FBI ‘never investigated’ famous UFO memo

The Federal Bureau of Investigation said it never followed up on a popular one-page UFO memo from 1950 that claimed three "flying saucers" were recovered in New Mexico.

The memo from March 22, 1950, written by the head of the FBI's Washington office, Guy Hottel, has been viewed nearly a million times in the past two years, according to the FBI's website.

It is the most popular file in the FBI Vault, a website which posts Bureau documents released under the Freedom of Information Act.

The Hottel memo has actually been a part of the public record since the 1970s, but it was not widely read until it was added to the FBI Vault in 2011, NBC News reported.

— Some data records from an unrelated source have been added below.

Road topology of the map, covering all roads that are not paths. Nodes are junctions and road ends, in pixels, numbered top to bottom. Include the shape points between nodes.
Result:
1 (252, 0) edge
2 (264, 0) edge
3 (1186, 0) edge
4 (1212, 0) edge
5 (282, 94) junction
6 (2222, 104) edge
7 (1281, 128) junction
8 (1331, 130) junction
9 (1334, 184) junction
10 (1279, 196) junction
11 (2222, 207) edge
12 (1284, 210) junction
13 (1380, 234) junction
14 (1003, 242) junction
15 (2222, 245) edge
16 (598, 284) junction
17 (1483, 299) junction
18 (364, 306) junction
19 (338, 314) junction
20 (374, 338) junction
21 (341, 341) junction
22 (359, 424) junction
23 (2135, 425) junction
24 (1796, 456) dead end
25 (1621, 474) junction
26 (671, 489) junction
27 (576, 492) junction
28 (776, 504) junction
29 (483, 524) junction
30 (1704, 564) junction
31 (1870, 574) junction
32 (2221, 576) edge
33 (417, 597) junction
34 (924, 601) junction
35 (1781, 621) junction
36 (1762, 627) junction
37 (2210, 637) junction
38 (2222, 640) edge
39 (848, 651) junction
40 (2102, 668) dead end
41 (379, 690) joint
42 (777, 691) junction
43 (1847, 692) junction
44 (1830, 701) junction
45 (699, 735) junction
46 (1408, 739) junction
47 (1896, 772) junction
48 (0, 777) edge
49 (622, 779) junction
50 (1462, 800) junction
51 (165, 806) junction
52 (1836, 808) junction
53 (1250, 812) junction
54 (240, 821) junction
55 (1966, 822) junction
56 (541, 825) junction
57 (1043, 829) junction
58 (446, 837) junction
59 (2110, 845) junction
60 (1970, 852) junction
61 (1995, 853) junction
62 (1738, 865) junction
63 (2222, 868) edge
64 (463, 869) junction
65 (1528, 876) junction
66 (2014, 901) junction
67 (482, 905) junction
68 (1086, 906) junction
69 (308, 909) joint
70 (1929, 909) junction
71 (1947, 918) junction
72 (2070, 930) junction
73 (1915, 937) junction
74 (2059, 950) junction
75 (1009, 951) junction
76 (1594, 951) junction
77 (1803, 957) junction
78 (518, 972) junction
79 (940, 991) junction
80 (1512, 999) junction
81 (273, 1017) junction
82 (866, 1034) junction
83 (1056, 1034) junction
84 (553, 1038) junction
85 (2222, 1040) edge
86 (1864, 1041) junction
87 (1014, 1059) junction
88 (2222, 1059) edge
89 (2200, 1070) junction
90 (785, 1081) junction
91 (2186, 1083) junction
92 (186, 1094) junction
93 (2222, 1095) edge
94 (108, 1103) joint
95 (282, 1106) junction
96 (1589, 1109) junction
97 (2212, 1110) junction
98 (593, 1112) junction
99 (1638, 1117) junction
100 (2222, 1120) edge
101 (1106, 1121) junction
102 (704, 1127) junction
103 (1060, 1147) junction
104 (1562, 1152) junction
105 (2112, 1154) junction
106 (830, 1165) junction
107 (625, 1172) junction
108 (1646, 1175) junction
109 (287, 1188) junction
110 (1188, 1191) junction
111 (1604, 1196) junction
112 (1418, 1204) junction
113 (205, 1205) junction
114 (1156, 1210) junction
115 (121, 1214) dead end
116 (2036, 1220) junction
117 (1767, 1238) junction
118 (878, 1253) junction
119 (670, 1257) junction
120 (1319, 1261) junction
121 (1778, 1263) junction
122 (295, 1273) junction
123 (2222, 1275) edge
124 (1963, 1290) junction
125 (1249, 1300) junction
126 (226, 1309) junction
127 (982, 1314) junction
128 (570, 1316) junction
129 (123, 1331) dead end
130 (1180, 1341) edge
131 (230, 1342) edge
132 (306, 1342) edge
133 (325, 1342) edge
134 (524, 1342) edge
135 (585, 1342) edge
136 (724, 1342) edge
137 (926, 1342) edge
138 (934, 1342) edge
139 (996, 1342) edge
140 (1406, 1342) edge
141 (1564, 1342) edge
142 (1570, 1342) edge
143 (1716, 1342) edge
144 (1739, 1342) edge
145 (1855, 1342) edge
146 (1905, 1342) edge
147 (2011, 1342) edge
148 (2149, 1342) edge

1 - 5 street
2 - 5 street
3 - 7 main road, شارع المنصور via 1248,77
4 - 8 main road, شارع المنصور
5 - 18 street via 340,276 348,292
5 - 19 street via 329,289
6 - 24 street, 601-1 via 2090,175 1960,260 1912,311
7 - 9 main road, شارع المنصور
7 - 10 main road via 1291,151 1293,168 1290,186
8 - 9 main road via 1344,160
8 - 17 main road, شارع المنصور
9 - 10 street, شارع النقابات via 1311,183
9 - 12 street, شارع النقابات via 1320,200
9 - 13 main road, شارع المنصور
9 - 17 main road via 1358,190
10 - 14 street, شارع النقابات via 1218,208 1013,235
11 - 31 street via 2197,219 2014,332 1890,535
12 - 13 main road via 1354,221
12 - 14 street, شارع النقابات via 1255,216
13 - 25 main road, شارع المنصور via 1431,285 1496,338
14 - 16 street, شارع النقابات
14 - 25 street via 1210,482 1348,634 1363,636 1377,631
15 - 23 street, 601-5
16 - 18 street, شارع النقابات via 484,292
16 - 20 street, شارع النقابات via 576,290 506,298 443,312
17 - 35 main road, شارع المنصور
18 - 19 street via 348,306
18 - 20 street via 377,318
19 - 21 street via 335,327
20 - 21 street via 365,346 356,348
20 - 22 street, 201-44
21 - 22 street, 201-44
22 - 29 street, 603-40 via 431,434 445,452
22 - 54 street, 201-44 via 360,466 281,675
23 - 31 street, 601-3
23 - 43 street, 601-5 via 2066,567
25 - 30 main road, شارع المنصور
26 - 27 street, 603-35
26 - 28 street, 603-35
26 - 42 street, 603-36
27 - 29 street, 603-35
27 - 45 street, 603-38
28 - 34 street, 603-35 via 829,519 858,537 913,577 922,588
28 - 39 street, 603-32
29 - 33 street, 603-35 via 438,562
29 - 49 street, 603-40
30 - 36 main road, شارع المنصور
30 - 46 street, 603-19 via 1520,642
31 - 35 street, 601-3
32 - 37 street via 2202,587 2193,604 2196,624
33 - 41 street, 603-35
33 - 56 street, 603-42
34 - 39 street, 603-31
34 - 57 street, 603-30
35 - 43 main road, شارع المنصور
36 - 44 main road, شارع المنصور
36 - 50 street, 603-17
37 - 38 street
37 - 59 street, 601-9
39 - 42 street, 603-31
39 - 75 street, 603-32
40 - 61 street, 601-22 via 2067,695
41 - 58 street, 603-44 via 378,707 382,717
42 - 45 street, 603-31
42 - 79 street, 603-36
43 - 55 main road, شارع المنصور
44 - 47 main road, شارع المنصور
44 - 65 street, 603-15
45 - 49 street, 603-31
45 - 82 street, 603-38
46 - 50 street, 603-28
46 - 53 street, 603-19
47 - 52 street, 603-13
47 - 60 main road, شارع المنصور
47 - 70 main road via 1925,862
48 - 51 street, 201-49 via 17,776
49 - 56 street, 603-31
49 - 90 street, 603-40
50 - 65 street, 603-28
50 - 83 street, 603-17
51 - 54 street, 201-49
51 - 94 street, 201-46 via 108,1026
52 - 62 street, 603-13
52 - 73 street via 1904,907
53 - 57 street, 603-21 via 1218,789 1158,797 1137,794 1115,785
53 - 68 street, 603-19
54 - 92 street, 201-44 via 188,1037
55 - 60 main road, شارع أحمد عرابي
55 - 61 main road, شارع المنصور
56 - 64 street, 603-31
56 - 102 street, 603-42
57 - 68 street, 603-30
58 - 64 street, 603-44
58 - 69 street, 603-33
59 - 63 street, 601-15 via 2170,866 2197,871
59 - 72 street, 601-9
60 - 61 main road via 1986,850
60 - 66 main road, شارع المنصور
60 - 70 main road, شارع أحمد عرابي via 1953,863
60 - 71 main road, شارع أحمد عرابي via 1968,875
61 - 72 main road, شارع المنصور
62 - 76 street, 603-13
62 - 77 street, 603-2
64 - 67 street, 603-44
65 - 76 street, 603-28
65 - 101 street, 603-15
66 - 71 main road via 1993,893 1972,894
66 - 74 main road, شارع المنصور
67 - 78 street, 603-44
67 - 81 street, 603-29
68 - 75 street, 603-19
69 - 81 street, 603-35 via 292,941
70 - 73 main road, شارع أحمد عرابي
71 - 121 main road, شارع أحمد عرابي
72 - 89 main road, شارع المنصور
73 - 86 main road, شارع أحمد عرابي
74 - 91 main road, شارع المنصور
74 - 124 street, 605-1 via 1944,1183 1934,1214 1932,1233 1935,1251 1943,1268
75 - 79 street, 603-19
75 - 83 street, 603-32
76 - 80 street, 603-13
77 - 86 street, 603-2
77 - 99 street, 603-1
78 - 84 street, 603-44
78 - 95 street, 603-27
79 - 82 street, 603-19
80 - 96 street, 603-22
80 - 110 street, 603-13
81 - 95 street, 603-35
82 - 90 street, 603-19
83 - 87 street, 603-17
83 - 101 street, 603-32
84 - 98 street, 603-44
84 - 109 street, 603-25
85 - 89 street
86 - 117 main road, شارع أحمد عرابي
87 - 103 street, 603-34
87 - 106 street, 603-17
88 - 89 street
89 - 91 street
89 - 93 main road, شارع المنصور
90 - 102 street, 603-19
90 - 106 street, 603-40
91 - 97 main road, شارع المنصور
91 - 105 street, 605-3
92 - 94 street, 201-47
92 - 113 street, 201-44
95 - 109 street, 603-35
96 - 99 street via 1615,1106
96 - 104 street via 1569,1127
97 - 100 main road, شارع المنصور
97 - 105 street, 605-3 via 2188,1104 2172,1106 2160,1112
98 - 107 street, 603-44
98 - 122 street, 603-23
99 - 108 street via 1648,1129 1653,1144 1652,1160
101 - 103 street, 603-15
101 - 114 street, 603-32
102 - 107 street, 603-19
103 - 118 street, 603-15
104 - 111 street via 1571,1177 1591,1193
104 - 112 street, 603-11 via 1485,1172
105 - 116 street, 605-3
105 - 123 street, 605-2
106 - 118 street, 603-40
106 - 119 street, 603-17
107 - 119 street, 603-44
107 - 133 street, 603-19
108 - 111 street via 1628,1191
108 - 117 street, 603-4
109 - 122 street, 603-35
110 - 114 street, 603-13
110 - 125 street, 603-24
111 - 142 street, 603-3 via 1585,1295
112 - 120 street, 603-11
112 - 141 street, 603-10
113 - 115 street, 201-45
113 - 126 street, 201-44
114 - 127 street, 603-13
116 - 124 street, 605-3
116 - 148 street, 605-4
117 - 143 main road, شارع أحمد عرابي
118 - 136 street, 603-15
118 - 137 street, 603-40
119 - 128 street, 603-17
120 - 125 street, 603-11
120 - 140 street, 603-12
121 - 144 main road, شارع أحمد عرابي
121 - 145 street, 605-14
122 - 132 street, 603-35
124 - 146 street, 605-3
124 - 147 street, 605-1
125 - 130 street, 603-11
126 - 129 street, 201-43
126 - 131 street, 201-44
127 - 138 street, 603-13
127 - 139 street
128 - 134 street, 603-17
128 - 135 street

The memo said an informant told an FBI agent that an Air Force investigator had given him details about recovered UFOs.

"They were described as being circular in shape with raised centers, approximately 50 feet in diameter… Each one was occupied by three bodies of human shape but only three feet tall, dressed in metallic cloth of a very fine texture. Each body was bandaged in a manner similar to the blackout suits used by speed fliers and test pilots." – FBI memo

Hottel said the saucers' control systems could have hit interference from "a very high-powered radar set-up" installed by the government nearby.

The informant's name has been blacked out on the document.

According to the FBI, the Hottel memo, written three years after a rumored 1947 UFO sighting in Roswell, New Mexico "does not prove the existence of UFOs; it is simply a second- or third-hand claim… Some people believe the memo repeats a hoax that was circulating at that time, but the Bureau’s files have no information to verify that theory."